• **Records supplied**:
((

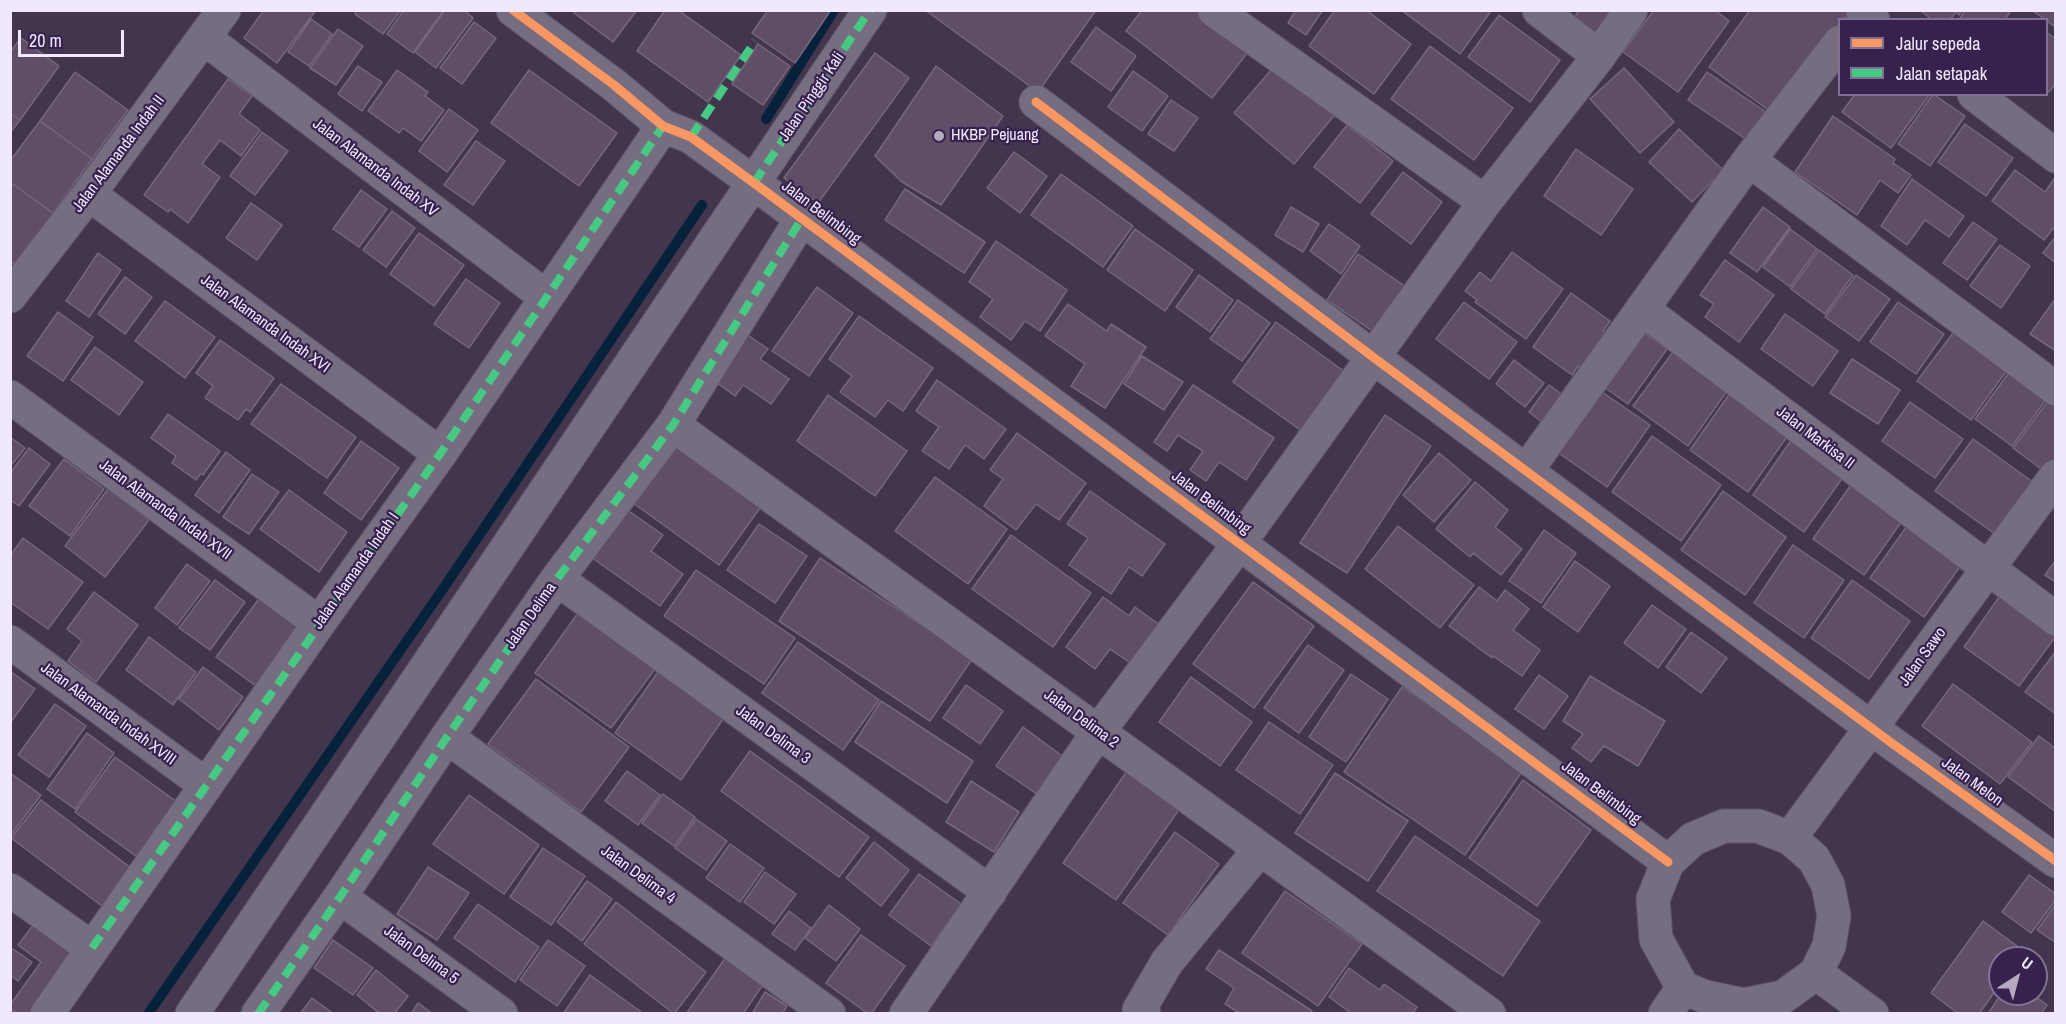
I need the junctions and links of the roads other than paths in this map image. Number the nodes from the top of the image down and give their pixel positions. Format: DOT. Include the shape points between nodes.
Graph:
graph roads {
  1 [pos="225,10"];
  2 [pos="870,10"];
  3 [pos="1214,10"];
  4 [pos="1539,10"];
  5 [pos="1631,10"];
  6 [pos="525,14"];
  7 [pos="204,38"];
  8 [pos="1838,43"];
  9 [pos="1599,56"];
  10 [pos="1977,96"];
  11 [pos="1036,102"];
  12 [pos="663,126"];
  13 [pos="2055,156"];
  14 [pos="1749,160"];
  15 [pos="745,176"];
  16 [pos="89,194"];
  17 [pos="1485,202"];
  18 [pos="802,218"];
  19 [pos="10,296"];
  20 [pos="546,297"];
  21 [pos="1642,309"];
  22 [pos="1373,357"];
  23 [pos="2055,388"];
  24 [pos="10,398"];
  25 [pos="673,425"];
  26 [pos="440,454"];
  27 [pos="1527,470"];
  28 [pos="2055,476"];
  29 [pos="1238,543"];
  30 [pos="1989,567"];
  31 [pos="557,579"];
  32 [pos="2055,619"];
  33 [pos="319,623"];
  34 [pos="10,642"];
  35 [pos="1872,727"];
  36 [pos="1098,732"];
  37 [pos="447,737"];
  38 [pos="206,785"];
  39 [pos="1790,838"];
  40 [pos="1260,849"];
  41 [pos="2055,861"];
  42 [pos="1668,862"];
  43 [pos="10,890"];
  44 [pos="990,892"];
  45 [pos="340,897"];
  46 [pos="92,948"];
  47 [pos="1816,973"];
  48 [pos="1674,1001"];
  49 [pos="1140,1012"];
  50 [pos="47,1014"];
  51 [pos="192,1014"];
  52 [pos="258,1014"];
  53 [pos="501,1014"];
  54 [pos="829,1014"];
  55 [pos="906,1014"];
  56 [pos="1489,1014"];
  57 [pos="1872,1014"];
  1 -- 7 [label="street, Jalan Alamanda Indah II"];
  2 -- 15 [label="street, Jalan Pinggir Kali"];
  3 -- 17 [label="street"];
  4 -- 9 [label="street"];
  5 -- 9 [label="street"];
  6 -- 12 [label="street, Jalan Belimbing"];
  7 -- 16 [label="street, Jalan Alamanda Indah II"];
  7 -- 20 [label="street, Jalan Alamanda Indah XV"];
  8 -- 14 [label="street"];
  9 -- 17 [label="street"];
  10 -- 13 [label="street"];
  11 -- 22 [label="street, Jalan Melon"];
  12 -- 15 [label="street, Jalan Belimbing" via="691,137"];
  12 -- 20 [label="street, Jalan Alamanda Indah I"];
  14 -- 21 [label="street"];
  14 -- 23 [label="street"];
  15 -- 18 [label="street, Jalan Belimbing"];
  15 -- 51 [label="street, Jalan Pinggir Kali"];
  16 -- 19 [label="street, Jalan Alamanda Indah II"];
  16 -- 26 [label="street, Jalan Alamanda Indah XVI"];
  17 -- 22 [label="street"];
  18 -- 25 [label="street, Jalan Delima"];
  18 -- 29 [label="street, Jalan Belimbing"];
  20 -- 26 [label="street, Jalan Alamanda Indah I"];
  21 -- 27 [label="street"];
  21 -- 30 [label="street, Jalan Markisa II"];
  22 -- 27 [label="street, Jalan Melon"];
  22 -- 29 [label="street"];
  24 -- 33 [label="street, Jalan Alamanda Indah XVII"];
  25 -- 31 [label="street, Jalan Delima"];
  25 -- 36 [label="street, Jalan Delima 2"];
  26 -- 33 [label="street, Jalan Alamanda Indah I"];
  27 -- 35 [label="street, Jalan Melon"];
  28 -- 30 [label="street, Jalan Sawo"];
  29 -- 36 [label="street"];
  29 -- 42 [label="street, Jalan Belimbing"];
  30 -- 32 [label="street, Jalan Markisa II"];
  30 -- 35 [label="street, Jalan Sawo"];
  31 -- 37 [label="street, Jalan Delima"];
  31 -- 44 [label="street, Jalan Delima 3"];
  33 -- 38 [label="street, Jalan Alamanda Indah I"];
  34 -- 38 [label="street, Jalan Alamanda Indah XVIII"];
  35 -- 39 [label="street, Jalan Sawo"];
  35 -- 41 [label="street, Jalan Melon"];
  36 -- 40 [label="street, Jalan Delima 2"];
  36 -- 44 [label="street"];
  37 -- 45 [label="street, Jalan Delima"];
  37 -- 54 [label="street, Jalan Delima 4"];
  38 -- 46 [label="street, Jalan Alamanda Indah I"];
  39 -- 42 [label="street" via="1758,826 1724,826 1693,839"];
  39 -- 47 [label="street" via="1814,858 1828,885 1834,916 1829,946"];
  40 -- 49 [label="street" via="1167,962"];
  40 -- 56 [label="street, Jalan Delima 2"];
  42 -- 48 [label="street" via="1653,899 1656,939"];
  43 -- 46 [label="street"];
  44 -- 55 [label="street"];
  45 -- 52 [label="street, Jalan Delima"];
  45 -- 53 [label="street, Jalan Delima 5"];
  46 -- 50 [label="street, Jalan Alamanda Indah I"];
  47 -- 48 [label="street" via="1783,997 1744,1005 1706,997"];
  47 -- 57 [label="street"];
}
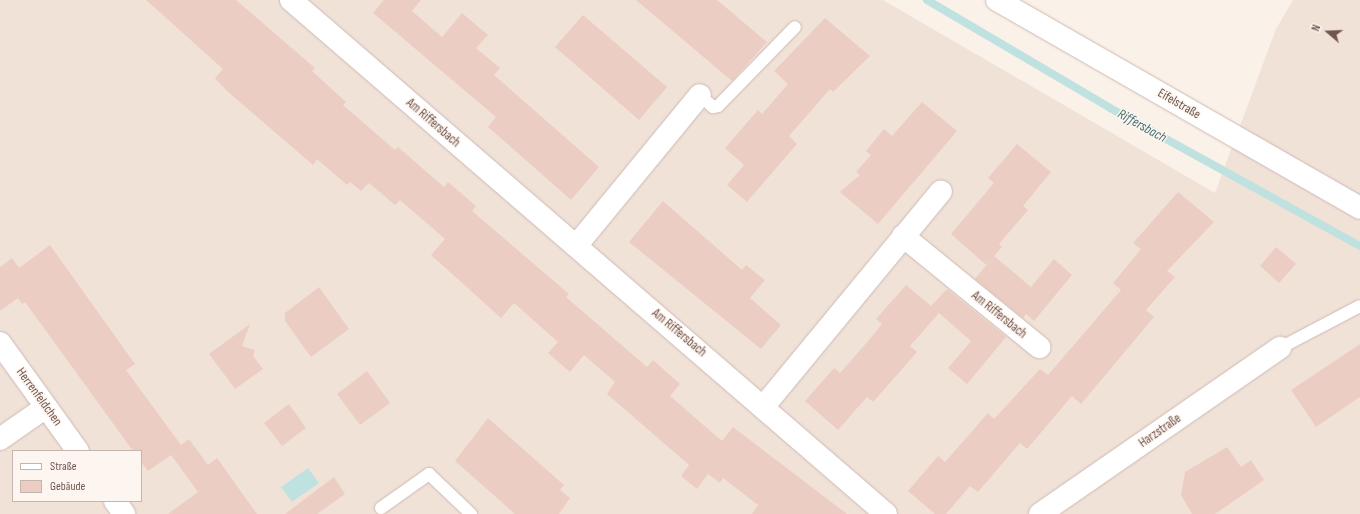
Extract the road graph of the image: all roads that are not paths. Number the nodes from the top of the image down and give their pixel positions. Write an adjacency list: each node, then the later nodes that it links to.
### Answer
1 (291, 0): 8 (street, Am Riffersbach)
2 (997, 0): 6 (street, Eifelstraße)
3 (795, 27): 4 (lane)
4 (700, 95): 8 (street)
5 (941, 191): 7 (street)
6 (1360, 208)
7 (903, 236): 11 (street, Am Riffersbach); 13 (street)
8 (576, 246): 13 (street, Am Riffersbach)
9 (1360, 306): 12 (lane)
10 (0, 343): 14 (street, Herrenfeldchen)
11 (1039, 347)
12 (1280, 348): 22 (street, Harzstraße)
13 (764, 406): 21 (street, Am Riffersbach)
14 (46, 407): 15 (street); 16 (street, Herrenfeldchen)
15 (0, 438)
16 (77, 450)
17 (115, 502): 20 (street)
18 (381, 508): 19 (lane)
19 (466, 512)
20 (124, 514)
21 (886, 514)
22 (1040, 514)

))

• **Task goal**: What is needed is the whole listing again, set down exactly, without its pictures.

• **Answer space**:
I need the junctions and links of the roads other than paths in this map image. Number the nodes from the top of the image down and give their pixel positions. Format: DOT. Include the shape points between nodes.
Graph:
graph roads {
  1 [pos="225,10"];
  2 [pos="870,10"];
  3 [pos="1214,10"];
  4 [pos="1539,10"];
  5 [pos="1631,10"];
  6 [pos="525,14"];
  7 [pos="204,38"];
  8 [pos="1838,43"];
  9 [pos="1599,56"];
  10 [pos="1977,96"];
  11 [pos="1036,102"];
  12 [pos="663,126"];
  13 [pos="2055,156"];
  14 [pos="1749,160"];
  15 [pos="745,176"];
  16 [pos="89,194"];
  17 [pos="1485,202"];
  18 [pos="802,218"];
  19 [pos="10,296"];
  20 [pos="546,297"];
  21 [pos="1642,309"];
  22 [pos="1373,357"];
  23 [pos="2055,388"];
  24 [pos="10,398"];
  25 [pos="673,425"];
  26 [pos="440,454"];
  27 [pos="1527,470"];
  28 [pos="2055,476"];
  29 [pos="1238,543"];
  30 [pos="1989,567"];
  31 [pos="557,579"];
  32 [pos="2055,619"];
  33 [pos="319,623"];
  34 [pos="10,642"];
  35 [pos="1872,727"];
  36 [pos="1098,732"];
  37 [pos="447,737"];
  38 [pos="206,785"];
  39 [pos="1790,838"];
  40 [pos="1260,849"];
  41 [pos="2055,861"];
  42 [pos="1668,862"];
  43 [pos="10,890"];
  44 [pos="990,892"];
  45 [pos="340,897"];
  46 [pos="92,948"];
  47 [pos="1816,973"];
  48 [pos="1674,1001"];
  49 [pos="1140,1012"];
  50 [pos="47,1014"];
  51 [pos="192,1014"];
  52 [pos="258,1014"];
  53 [pos="501,1014"];
  54 [pos="829,1014"];
  55 [pos="906,1014"];
  56 [pos="1489,1014"];
  57 [pos="1872,1014"];
  1 -- 7 [label="street, Jalan Alamanda Indah II"];
  2 -- 15 [label="street, Jalan Pinggir Kali"];
  3 -- 17 [label="street"];
  4 -- 9 [label="street"];
  5 -- 9 [label="street"];
  6 -- 12 [label="street, Jalan Belimbing"];
  7 -- 16 [label="street, Jalan Alamanda Indah II"];
  7 -- 20 [label="street, Jalan Alamanda Indah XV"];
  8 -- 14 [label="street"];
  9 -- 17 [label="street"];
  10 -- 13 [label="street"];
  11 -- 22 [label="street, Jalan Melon"];
  12 -- 15 [label="street, Jalan Belimbing" via="691,137"];
  12 -- 20 [label="street, Jalan Alamanda Indah I"];
  14 -- 21 [label="street"];
  14 -- 23 [label="street"];
  15 -- 18 [label="street, Jalan Belimbing"];
  15 -- 51 [label="street, Jalan Pinggir Kali"];
  16 -- 19 [label="street, Jalan Alamanda Indah II"];
  16 -- 26 [label="street, Jalan Alamanda Indah XVI"];
  17 -- 22 [label="street"];
  18 -- 25 [label="street, Jalan Delima"];
  18 -- 29 [label="street, Jalan Belimbing"];
  20 -- 26 [label="street, Jalan Alamanda Indah I"];
  21 -- 27 [label="street"];
  21 -- 30 [label="street, Jalan Markisa II"];
  22 -- 27 [label="street, Jalan Melon"];
  22 -- 29 [label="street"];
  24 -- 33 [label="street, Jalan Alamanda Indah XVII"];
  25 -- 31 [label="street, Jalan Delima"];
  25 -- 36 [label="street, Jalan Delima 2"];
  26 -- 33 [label="street, Jalan Alamanda Indah I"];
  27 -- 35 [label="street, Jalan Melon"];
  28 -- 30 [label="street, Jalan Sawo"];
  29 -- 36 [label="street"];
  29 -- 42 [label="street, Jalan Belimbing"];
  30 -- 32 [label="street, Jalan Markisa II"];
  30 -- 35 [label="street, Jalan Sawo"];
  31 -- 37 [label="street, Jalan Delima"];
  31 -- 44 [label="street, Jalan Delima 3"];
  33 -- 38 [label="street, Jalan Alamanda Indah I"];
  34 -- 38 [label="street, Jalan Alamanda Indah XVIII"];
  35 -- 39 [label="street, Jalan Sawo"];
  35 -- 41 [label="street, Jalan Melon"];
  36 -- 40 [label="street, Jalan Delima 2"];
  36 -- 44 [label="street"];
  37 -- 45 [label="street, Jalan Delima"];
  37 -- 54 [label="street, Jalan Delima 4"];
  38 -- 46 [label="street, Jalan Alamanda Indah I"];
  39 -- 42 [label="street" via="1758,826 1724,826 1693,839"];
  39 -- 47 [label="street" via="1814,858 1828,885 1834,916 1829,946"];
  40 -- 49 [label="street" via="1167,962"];
  40 -- 56 [label="street, Jalan Delima 2"];
  42 -- 48 [label="street" via="1653,899 1656,939"];
  43 -- 46 [label="street"];
  44 -- 55 [label="street"];
  45 -- 52 [label="street, Jalan Delima"];
  45 -- 53 [label="street, Jalan Delima 5"];
  46 -- 50 [label="street, Jalan Alamanda Indah I"];
  47 -- 48 [label="street" via="1783,997 1744,1005 1706,997"];
  47 -- 57 [label="street"];
}
Extract the road graph of the image: all roads that are not paths. Number the nodes from the top of the image down and give their pixel positions. Write an adjacency list: each node, then the later nodes that it links to.
### Answer
1 (291, 0): 8 (street, Am Riffersbach)
2 (997, 0): 6 (street, Eifelstraße)
3 (795, 27): 4 (lane)
4 (700, 95): 8 (street)
5 (941, 191): 7 (street)
6 (1360, 208)
7 (903, 236): 11 (street, Am Riffersbach); 13 (street)
8 (576, 246): 13 (street, Am Riffersbach)
9 (1360, 306): 12 (lane)
10 (0, 343): 14 (street, Herrenfeldchen)
11 (1039, 347)
12 (1280, 348): 22 (street, Harzstraße)
13 (764, 406): 21 (street, Am Riffersbach)
14 (46, 407): 15 (street); 16 (street, Herrenfeldchen)
15 (0, 438)
16 (77, 450)
17 (115, 502): 20 (street)
18 (381, 508): 19 (lane)
19 (466, 512)
20 (124, 514)
21 (886, 514)
22 (1040, 514)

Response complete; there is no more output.